Rest your chest and belly on one or two stacked pillows with knees wide apart and big toes touching. Keep your eyes closed, and jaw and belly relaxed. Rest your arms on the sides of the pillow or underneath. Focus your attention on the nostrils and enjoy the sensation of breath flowing in and out.

Padmasana

It calms the brain and helps to increase the concentration required during exams. Fold the left knee and put it on top of the right thigh. Similarly, do the same thing for your right knee and then place it on top of your left thigh.

Pawanmukhasana

Improves blood flow to the head and relieves pain in stomach. Practicing this asana also helps release trapped gas in the lower digestive tract. Lie down on your back, raise your legs and bend at the knees, grasp the parts of your legs with your hands right below the knees. Then, pull your knees back towards your head, lift your head off the floor. Move the head forward till your forehead touches your knees.
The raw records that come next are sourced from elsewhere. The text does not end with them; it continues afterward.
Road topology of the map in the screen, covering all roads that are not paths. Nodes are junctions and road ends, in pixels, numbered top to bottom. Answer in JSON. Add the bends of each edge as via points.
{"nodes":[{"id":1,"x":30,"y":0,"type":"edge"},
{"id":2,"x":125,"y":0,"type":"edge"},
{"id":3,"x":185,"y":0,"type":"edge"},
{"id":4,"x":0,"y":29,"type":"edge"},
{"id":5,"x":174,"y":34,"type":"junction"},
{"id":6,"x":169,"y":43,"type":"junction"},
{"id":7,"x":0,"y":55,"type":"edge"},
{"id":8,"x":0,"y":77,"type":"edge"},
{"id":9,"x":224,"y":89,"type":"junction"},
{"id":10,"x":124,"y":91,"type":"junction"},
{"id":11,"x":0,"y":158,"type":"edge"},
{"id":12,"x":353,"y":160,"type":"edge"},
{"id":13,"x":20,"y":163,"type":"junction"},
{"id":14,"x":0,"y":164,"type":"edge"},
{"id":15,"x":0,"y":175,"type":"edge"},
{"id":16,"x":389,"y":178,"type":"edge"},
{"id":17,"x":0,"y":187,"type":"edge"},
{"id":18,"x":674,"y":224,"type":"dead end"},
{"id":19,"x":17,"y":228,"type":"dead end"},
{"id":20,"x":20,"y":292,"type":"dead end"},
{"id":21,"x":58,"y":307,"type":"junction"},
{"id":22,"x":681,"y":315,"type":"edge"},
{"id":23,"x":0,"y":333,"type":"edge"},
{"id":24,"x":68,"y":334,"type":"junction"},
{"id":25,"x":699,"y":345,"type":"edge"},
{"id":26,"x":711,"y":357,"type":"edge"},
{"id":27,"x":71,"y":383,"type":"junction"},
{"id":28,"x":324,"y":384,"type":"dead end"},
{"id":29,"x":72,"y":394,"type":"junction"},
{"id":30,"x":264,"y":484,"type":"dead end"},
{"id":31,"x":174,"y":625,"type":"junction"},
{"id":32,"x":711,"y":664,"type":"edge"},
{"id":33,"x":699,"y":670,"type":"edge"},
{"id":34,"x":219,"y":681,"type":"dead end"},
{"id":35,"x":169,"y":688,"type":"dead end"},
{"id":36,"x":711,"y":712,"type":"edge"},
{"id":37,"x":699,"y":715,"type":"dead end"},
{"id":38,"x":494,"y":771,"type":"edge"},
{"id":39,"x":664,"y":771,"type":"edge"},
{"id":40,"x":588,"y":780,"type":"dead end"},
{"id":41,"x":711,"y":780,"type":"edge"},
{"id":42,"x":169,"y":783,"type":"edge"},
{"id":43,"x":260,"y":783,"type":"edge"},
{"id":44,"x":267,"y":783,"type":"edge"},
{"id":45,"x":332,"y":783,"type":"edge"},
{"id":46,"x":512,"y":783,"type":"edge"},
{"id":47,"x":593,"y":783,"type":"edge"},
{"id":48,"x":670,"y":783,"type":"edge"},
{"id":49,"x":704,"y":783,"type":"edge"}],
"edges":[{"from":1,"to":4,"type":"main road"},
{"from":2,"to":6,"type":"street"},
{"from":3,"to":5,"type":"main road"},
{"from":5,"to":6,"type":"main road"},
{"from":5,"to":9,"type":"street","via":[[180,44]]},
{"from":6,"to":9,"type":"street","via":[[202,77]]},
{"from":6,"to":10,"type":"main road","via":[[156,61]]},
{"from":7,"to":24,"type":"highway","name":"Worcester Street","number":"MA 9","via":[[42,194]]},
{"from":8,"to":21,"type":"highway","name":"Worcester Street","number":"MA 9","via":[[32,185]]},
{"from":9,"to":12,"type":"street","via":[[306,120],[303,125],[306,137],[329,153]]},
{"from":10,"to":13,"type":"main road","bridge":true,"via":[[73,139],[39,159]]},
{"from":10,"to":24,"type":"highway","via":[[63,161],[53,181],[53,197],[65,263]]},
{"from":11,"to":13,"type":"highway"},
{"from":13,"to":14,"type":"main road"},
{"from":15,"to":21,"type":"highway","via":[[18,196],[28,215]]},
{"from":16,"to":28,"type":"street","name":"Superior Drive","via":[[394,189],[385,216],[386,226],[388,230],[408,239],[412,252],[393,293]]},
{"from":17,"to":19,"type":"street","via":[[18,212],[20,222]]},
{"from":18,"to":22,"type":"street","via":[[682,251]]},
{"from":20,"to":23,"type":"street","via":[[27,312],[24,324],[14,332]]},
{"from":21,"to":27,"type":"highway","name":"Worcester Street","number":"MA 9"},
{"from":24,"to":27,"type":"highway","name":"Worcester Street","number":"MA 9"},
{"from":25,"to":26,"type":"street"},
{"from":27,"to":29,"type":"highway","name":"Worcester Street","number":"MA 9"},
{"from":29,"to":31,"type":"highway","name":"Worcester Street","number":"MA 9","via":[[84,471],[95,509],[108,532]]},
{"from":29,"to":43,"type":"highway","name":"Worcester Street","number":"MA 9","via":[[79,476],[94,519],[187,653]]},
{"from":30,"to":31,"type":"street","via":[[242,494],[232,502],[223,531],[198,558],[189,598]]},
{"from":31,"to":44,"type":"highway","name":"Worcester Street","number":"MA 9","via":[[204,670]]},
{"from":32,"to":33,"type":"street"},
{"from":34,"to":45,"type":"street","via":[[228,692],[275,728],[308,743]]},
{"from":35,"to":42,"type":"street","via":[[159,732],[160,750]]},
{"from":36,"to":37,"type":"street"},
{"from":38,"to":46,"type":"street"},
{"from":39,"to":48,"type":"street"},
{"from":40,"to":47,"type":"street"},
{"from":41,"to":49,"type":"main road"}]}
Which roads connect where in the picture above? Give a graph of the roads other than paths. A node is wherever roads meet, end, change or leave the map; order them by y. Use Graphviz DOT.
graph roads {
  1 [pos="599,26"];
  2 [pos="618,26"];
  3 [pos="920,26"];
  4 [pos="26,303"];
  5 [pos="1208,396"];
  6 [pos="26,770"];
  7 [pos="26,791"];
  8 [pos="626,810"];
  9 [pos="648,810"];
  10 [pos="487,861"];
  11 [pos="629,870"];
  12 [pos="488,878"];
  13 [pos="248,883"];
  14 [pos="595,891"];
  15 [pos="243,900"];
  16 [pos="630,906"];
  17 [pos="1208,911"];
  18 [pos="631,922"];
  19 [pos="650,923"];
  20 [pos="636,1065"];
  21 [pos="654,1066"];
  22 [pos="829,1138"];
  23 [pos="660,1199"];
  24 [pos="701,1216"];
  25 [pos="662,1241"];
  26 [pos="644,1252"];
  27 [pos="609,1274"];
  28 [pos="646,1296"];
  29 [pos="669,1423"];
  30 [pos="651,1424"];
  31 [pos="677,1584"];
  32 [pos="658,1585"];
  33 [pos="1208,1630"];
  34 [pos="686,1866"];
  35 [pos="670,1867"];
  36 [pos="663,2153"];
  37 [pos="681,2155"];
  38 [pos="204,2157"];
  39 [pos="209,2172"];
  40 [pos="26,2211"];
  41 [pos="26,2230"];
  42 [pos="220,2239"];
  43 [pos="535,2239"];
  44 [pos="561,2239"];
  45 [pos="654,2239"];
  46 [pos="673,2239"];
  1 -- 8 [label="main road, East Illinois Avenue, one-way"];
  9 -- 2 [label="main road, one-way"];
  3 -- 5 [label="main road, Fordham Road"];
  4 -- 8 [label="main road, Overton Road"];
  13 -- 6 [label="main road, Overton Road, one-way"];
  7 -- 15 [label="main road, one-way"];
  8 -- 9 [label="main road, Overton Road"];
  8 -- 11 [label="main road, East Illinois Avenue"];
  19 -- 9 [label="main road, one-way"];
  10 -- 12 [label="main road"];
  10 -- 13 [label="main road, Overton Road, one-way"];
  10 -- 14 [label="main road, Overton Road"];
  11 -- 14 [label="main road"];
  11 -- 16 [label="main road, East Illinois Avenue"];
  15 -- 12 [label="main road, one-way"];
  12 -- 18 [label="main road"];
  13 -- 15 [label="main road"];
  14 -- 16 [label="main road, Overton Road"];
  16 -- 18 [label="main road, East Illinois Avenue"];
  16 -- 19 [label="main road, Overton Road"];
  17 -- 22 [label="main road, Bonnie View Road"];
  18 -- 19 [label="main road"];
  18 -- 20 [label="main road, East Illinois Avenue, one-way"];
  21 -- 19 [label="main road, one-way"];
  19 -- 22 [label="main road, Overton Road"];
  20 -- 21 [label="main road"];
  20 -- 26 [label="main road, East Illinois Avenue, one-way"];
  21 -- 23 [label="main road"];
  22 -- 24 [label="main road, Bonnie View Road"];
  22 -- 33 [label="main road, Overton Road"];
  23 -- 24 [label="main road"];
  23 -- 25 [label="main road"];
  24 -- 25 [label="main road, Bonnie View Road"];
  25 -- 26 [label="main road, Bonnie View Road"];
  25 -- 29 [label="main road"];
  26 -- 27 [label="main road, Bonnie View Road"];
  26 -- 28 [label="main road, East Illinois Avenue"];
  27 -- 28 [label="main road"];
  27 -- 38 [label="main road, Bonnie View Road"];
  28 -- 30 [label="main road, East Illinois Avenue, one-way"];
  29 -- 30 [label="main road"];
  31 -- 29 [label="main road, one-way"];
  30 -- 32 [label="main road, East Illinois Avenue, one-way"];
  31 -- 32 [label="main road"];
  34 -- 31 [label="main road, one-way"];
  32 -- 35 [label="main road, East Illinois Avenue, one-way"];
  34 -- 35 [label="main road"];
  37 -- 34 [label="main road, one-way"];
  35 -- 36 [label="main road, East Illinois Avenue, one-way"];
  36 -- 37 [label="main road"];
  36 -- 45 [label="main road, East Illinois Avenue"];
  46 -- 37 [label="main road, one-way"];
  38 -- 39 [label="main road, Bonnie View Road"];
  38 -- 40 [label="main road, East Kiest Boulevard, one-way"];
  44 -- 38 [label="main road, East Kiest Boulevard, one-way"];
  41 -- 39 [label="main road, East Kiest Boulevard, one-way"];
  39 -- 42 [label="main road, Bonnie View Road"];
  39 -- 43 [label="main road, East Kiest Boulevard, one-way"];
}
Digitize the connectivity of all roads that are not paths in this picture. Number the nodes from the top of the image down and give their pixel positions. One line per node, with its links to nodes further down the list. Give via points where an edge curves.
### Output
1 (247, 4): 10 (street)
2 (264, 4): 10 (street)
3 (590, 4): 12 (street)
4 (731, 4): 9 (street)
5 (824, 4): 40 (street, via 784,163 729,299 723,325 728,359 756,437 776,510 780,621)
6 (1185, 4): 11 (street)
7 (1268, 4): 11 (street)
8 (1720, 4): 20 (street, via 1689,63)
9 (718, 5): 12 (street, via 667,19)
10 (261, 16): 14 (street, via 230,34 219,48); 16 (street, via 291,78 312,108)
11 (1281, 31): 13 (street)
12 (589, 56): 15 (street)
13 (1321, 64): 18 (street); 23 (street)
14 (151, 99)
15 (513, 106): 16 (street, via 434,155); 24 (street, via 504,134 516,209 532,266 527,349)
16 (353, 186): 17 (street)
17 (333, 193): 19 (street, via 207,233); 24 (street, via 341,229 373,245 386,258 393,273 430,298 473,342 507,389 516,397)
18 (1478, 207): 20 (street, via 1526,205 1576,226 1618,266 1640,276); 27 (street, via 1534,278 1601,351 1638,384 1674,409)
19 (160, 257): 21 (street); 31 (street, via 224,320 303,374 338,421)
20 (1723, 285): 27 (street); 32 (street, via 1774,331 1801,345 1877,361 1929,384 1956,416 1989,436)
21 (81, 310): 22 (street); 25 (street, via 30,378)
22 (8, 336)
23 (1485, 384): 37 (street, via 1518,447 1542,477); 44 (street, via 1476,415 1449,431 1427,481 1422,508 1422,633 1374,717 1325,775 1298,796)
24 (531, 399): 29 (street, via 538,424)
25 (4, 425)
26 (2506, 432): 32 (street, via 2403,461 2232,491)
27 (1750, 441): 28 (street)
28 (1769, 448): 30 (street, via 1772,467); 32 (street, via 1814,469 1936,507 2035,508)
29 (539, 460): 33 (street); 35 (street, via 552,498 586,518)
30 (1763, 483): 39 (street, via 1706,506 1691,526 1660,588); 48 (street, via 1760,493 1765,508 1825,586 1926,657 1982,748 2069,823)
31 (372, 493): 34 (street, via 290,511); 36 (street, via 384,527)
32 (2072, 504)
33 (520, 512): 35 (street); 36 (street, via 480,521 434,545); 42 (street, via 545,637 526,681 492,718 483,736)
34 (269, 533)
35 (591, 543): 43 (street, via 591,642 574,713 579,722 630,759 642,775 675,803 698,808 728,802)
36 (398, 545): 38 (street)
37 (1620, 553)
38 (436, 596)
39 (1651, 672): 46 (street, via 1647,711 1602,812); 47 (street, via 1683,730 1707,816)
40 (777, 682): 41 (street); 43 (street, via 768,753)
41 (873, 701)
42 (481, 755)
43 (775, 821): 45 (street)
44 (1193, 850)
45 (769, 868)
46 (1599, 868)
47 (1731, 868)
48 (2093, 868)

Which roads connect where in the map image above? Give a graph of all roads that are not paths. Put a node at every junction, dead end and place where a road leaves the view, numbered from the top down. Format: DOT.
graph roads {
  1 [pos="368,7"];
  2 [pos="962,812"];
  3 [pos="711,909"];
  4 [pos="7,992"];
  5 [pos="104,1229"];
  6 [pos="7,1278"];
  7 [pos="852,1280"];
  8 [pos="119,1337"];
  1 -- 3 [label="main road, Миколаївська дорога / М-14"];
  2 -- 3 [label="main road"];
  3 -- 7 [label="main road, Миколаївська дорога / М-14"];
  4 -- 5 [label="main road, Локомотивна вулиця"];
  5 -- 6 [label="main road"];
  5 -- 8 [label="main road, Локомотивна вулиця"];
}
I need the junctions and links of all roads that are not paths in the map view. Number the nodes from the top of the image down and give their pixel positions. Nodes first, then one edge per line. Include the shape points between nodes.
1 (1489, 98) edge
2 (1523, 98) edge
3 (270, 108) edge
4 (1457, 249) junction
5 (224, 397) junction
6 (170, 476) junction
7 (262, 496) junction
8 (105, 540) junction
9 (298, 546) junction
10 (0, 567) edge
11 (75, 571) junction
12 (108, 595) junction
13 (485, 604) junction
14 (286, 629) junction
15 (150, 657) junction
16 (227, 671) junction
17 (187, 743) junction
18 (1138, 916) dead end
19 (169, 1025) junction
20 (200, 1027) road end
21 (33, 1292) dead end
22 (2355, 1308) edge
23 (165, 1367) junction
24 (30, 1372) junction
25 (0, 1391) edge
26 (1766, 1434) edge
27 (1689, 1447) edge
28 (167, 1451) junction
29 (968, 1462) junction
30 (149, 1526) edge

Vajrasana (Diamond or thunderbolt pose)

It relaxes the mind and improves your concentration. To do this, just kneel down on the floor and sit back on your heels. Make sure your back, neck, and head are in a straight line. Try to just concentrate on your breathing while doing this pose.

Squeeze pose

Inhale deeply squeeze your face tightly for 10 seconds and hold and exhale releasing slowly. Benefits of squeeze pose: It releases tension and boosts blood circulation.

Ushtrasana

This pose strengthens the chest, abdomen and quadriceps muscles and tones the glutes and hamstrings (back of thigh) muscles. Come to the kneeling position on a mat and support the body on the knees and toes (bent). Slowly, lean backwards, and take the arms behind. Keep the palms fixed to the ground, with your fingers pointing outward and the thumb towards the toes.

However, it is advisable to do yoga under the guidance of an expert only.